True, on average, prices are a function of incomes. But there are above average areas that require an above average income to own a detached house. And in those areas the price to rent ratio tends to be quite high on an on going basis. Victoria will never have a rent to price ratio similar to, say, Edmonton or Winnipeg.


----------



## My Own Advisor (Sep 24, 2012)

andrewf said:


> But price/rent can only get so crazy. Eventually you end up in Japanese property bubble territory. And so, if rents only rise in line with incomes, and prices can only get so high relative to rents, the long run home price is roughly the rate of income growth.


As long as we have lots of foreign investment for RE, (i.e., Vancouver, Toronto, a few other cities), I don't see a bubble forming.


----------



## none (Jan 15, 2013)

My Own Advisor said:


> As long as we have lots of foreign investment for RE, (i.e., Vancouver, Toronto, a few other cities), I don't see a bubble forming.



How much is lots though?
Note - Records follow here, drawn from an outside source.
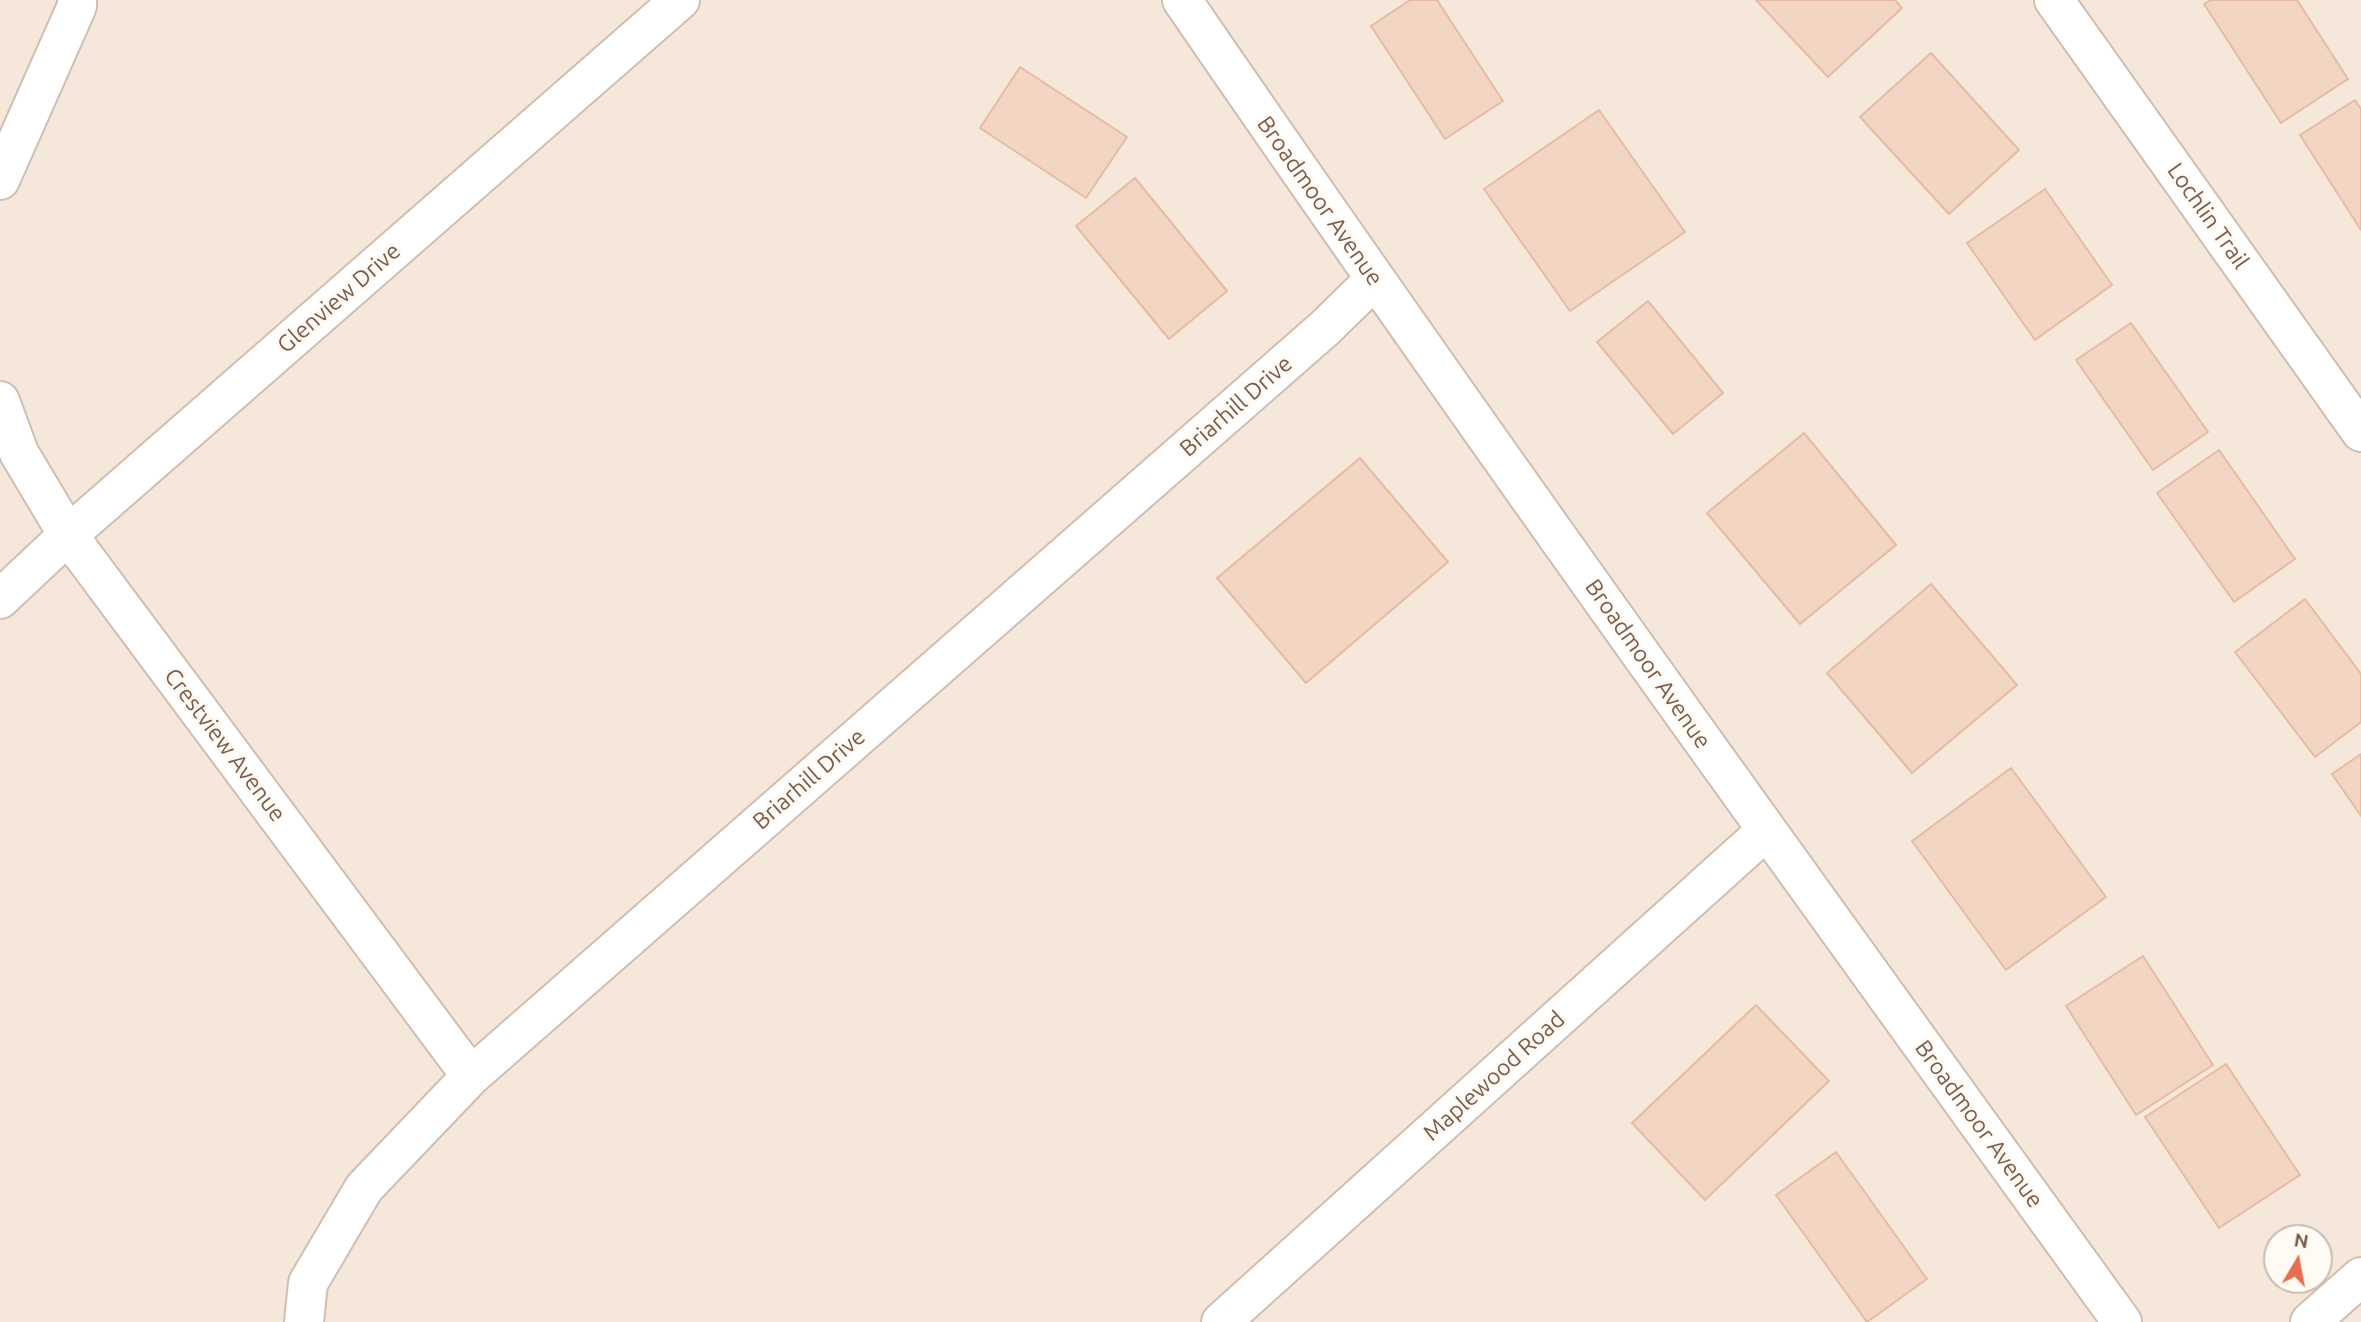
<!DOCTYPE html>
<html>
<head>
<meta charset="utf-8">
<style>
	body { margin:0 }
	#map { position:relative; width:2361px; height:1322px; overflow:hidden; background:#fdf6ec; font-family:Ubuntu,sans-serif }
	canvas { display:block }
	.north { position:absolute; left:2263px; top:1224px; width:70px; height:70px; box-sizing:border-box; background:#fffaf3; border:2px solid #cabbb1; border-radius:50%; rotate:10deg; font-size:19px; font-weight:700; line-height:28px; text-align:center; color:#7a5c4d }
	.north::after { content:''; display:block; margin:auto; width:24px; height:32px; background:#e76f51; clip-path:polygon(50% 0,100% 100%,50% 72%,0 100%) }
</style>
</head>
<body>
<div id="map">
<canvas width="2361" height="1322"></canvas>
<div class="north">N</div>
</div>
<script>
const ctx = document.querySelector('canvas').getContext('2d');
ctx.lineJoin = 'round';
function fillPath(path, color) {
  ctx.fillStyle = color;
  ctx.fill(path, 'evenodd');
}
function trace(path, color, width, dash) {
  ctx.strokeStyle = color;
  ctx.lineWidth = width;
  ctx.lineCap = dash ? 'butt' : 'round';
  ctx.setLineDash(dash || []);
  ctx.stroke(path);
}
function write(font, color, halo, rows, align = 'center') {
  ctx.font = font + ' Ubuntu,sans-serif';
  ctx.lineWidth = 6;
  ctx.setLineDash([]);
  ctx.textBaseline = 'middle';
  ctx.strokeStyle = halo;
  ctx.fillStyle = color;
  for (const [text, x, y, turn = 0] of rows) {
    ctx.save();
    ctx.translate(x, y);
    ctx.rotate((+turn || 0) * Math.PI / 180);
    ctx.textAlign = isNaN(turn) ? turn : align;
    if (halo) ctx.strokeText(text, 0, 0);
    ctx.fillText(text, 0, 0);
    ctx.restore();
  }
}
const residential = new Path2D(`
	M0,0H2361V1322H0ZM2277,1238H2319V1280H2277Z`);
const building = new Path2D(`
	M1410,0H1437L1503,101L1445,139L1371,26Z
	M1756,0H1895L1902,8L1828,77Z
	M2211,0H2297L2348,79L2281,123L2204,4Z
	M1931,53L2019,150L1949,214L1860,117Z
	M1020,67L1127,137L1086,198L980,128Z
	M2355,100L2361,109V230L2300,135Z
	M1599,110L1685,232L1570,311L1484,189Z
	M1135,178L1227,291L1169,339L1076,226Z
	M2045,189L2112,285L2035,340L1967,243Z
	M1648,301L1723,393L1673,434L1597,342Z
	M2131,323L2208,432L2153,470L2076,360Z
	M1804,433L1896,545L1800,624L1707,513Z
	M2219,450L2295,559L2234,602L2157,493Z
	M1360,458L1448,562L1306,683L1217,578Z
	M1931,584L2017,685L1912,773L1827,673Z
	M2305,599L2361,674V722L2315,757L2235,652Z
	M2361,754V816L2332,774Z
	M2011,768L2106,897L2006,970L1912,841Z
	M2143,956L2213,1065L2136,1115L2066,1006Z
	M1756,1005L1829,1081L1705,1200L1632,1123Z
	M2226,1064L2300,1175L2219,1228L2145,1117Z
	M1836,1152L1927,1279L1867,1322L1776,1195Z`);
const minor = new Path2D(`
	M1182,0C1488,446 1805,884 2122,1322
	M2054,0L2361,432
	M0,180L77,6V0
	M0,401L19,453L68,535L471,1076
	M0,599L68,535L680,0
	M304,1322L308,1283L364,1188L471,1076L1325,328L1374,280
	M1221,1322L1767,830
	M2310,1322L2361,1277`);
const streetNames = [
	["Broadmoor Avenue",1320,201,55],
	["Lochlin Trail",2208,216,55],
	["Glenview Drive",339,298,-41],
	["Briarhill Drive",1236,406,-41],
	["Broadmoor Avenue",1648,664,55],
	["Crestview Avenue",225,745,53],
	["Briarhill Drive",809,779,-41],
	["Maplewood Road",1494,1076,-42],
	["Broadmoor Avenue",1979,1124,54]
];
fillPath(residential, '#f5e8da');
fillPath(building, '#f3d5c3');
trace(building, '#e6bba3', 2);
trace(minor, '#d1beb0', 42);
trace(minor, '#fff', 38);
write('23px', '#7a5c4d', '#fffaf3', streetNames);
</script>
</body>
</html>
I think it only takes a little to trump up the market (4% by west coast standards) but the thing is foreign also bail a lot faster too which makes a crash more likely if things get a bit shaky (I think at least).


----------



## TomB19 (Sep 24, 2015)

Pluto said:


> 1. You should use all your financial resources to buy a house with a rental suite (and stay there at least 5 years). According to average price graphs in your city it looks like prices are about to break out to new all time highs, so don't waste your time waiting for a price correction. After 5 years you will likely have the equity and income to borrow for another investment of your choice - buy an asset that produces income so you can write of the loan interest.
> 2. If you are not going to buy a house that provides you living space and rental income, 100% equities is the way to go. This is second best because your are giving up the leverage, and eventual tax free capital gain available in the first option. You are also giving up banks loving you: banks love people who own RE, and love to loan to people with RE. They don't understand people who rent and buy stocks, so your borrowing power is limited. In either case, ditch the bonds. Why do you want to have 20% earning a measly 2.7% with little chance of any capital gain? The essence of saving is buy assets that tend to go up over time and that produce income. Use the income to buy more assets that tend to go up over time.
> 3. What do you want a car for? You sound conflicted. Cars depreciate. Save by buying equity in a car? Bus getting you down? Rent a car for a weekend once in a while to get out of town.


Golden advice.

If none is a young person, he should buy a house with a rental suite, move into the suite, and rent the primary portion of the house. If he takes the rent he currently pays and adds it to the rent he gets from a tenant, he should comfortably retire the mortgage in less than 10 years.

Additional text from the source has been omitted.